* [What needs to be done]
Out of all the lines below, count those with the word "dead". Give the number only.

* [Records to use]

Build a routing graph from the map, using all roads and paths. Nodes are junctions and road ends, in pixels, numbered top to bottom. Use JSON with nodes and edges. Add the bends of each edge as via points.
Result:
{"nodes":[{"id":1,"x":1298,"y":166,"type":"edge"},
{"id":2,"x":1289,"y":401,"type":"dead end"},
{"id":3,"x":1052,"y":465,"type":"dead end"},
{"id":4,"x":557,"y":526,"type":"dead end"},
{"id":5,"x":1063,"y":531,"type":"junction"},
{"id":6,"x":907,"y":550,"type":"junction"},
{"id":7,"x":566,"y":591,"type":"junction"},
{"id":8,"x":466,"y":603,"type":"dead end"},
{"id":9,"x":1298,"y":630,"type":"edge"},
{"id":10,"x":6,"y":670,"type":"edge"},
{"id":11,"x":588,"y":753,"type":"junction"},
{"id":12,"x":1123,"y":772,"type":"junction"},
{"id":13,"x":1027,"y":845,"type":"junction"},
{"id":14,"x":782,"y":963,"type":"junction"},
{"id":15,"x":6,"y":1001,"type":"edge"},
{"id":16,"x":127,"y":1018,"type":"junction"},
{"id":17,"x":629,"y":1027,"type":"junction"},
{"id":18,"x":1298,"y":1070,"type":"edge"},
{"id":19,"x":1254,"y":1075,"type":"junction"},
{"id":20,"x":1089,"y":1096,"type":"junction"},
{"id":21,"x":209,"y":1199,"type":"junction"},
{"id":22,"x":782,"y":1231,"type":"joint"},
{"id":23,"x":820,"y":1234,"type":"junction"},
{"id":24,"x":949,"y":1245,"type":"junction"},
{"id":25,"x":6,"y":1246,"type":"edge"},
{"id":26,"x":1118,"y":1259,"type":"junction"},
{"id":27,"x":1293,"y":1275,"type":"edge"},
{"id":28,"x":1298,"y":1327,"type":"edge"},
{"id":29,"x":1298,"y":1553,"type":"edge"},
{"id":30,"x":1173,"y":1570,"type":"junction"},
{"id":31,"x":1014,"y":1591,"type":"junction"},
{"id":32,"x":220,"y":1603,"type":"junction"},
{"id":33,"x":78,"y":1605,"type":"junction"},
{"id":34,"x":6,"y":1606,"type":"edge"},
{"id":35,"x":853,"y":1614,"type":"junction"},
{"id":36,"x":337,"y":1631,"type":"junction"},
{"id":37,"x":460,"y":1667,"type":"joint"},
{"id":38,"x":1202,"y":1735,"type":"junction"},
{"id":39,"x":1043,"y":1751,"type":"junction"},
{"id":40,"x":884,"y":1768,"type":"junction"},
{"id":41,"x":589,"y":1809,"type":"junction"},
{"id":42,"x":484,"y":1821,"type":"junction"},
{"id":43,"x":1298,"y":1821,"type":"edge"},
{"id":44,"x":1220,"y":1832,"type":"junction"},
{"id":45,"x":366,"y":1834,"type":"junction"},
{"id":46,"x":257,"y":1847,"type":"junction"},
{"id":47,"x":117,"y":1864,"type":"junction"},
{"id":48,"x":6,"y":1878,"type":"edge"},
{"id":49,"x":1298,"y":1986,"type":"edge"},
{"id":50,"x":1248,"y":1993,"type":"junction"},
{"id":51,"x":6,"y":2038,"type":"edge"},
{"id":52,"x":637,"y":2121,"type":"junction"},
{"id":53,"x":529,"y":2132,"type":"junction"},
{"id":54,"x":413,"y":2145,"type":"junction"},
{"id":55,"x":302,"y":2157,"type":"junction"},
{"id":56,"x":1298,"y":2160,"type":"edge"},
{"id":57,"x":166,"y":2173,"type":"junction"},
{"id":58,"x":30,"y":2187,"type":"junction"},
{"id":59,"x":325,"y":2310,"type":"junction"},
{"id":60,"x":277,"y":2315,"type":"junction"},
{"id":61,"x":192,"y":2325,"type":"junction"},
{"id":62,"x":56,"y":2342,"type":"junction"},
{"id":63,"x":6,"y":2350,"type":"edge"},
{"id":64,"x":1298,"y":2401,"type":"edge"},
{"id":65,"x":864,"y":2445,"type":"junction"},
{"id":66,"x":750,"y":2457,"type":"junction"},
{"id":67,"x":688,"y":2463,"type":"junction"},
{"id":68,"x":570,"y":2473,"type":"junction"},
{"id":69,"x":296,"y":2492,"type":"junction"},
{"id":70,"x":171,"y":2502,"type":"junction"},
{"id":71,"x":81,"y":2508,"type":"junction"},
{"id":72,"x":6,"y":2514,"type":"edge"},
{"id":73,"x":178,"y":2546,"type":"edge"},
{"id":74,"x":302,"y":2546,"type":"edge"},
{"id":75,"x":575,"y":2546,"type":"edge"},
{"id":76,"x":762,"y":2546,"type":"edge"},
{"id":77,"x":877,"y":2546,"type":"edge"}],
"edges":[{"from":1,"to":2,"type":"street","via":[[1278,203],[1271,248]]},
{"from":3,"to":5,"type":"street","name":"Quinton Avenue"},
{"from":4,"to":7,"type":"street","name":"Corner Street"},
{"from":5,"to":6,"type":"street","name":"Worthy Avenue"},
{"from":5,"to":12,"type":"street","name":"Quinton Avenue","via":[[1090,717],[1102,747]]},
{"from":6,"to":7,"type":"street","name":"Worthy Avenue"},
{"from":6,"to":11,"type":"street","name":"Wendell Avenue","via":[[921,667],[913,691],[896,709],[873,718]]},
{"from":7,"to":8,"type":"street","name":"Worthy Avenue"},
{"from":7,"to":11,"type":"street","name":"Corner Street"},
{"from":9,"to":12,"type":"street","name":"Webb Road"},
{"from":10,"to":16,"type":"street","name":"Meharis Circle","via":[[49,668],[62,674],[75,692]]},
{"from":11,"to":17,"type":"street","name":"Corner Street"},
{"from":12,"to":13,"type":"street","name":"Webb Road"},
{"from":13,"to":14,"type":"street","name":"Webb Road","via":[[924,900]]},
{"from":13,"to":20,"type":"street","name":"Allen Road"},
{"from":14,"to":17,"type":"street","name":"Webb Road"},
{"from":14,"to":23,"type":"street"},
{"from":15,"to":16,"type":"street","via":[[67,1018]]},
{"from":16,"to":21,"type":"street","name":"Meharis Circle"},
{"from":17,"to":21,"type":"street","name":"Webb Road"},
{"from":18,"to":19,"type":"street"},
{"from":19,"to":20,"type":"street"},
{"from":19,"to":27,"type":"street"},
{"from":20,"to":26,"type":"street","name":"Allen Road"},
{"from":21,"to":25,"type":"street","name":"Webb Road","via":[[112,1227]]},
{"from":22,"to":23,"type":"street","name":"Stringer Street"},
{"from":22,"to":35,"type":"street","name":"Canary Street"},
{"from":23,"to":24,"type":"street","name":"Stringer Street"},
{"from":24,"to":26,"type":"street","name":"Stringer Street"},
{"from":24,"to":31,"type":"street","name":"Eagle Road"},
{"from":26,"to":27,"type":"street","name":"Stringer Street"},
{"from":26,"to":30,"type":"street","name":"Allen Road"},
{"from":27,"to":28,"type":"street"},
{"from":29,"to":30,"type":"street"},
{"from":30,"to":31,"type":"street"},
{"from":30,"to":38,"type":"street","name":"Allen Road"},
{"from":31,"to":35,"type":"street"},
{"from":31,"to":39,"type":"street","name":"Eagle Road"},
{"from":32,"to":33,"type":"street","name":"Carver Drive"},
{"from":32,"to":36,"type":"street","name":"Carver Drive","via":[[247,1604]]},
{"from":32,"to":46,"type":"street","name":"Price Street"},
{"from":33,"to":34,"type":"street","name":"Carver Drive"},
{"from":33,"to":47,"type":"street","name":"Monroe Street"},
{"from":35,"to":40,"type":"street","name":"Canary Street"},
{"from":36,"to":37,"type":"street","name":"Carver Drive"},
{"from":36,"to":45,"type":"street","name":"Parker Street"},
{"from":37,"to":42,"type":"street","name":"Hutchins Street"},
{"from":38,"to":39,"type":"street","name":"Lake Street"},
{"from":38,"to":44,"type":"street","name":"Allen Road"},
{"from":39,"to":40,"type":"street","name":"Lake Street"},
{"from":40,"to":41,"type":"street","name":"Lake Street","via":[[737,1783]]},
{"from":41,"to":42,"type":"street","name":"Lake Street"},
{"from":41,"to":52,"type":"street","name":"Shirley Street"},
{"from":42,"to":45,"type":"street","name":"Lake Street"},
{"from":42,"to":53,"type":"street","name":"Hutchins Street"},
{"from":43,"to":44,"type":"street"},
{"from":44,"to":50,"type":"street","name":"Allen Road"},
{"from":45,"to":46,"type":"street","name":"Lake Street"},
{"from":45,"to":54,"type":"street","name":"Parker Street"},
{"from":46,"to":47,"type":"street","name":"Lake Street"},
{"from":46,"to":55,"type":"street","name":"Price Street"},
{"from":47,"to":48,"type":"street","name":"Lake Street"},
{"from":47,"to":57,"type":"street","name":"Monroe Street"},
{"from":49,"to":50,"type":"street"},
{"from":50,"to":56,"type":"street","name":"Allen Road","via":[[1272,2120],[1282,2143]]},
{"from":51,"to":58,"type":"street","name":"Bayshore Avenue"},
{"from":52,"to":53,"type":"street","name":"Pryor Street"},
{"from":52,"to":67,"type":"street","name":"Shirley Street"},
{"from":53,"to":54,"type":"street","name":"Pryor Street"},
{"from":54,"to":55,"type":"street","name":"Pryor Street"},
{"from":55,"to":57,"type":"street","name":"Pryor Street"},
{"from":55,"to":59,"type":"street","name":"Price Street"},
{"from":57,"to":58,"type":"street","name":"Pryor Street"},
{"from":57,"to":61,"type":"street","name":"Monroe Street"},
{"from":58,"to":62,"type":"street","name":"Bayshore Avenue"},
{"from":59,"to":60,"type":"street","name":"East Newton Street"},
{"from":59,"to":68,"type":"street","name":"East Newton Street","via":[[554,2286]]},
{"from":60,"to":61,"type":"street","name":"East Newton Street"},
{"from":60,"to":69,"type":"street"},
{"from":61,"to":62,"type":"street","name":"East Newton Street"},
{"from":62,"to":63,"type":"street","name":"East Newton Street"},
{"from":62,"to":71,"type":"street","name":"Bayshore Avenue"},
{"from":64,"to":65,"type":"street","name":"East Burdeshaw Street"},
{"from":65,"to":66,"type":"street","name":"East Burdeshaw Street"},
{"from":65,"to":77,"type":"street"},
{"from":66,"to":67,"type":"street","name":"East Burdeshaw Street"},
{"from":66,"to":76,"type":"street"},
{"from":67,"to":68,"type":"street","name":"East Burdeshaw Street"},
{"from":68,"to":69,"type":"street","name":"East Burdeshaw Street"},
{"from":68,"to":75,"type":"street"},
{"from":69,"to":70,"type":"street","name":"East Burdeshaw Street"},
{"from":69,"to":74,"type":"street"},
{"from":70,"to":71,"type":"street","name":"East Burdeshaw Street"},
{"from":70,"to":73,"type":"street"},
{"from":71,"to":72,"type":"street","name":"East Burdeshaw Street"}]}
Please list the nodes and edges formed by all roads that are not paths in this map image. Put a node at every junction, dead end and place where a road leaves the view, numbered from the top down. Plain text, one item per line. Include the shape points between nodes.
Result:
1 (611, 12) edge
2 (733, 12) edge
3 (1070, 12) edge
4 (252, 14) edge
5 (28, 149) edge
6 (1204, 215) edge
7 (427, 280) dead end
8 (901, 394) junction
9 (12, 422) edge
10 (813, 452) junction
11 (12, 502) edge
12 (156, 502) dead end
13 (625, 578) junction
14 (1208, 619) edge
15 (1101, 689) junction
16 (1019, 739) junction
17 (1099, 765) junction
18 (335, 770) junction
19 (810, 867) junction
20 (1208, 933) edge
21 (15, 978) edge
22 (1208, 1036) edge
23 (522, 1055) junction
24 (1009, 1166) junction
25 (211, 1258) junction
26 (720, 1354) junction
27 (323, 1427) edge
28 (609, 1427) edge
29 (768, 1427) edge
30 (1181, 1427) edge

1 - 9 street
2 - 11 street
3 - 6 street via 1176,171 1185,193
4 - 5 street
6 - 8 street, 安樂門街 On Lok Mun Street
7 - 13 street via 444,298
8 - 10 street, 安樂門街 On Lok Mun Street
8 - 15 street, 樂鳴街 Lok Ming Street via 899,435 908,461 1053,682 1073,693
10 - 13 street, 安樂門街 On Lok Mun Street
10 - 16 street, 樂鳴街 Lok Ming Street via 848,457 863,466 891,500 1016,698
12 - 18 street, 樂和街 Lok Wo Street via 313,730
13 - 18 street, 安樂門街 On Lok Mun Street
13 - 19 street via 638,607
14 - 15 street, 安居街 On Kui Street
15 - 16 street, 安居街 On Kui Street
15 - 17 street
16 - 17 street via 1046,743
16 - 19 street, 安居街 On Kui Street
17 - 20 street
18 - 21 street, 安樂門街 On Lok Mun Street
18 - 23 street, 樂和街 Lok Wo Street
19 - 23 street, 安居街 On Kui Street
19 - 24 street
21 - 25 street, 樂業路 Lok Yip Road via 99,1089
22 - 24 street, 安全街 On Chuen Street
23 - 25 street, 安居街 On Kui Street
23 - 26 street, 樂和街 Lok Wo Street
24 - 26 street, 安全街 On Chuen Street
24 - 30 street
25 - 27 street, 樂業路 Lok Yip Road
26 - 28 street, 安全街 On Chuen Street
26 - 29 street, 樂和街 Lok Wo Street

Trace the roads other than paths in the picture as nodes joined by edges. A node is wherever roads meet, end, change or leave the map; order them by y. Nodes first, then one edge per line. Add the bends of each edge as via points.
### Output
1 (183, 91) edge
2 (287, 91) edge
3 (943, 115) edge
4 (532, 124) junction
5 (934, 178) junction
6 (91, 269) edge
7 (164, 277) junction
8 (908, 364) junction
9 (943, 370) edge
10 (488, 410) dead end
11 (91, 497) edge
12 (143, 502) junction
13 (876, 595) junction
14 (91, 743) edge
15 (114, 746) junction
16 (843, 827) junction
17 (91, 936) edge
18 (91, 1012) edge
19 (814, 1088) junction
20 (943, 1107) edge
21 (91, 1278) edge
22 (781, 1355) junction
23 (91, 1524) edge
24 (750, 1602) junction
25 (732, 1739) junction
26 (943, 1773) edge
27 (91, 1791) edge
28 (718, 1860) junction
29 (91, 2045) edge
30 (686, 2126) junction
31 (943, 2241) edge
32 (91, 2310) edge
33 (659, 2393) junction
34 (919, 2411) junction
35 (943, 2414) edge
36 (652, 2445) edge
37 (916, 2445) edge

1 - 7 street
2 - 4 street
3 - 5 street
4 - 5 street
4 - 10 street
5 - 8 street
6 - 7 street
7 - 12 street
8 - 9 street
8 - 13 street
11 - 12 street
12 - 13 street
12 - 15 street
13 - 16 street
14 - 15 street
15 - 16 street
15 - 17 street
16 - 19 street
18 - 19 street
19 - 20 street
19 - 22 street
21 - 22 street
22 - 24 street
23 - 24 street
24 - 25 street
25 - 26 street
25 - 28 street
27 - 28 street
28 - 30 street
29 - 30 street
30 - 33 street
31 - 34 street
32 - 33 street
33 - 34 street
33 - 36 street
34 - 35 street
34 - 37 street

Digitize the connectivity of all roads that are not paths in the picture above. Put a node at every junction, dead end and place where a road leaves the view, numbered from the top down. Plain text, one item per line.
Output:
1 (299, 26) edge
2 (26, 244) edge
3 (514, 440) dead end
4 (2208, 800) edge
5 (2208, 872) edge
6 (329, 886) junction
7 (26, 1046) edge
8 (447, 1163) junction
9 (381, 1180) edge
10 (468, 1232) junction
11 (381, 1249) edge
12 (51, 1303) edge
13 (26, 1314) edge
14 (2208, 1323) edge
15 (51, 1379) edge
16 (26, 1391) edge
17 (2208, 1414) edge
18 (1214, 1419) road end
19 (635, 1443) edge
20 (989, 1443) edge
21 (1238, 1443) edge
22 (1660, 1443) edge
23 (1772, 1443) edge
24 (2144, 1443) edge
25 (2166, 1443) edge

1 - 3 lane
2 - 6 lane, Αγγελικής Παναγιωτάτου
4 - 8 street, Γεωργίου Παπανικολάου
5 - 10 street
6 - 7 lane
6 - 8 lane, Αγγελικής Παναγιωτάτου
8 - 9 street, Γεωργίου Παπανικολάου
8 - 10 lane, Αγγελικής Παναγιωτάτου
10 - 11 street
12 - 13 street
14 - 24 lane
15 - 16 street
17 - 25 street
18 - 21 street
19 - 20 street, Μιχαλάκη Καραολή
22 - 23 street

* [Your solution]
10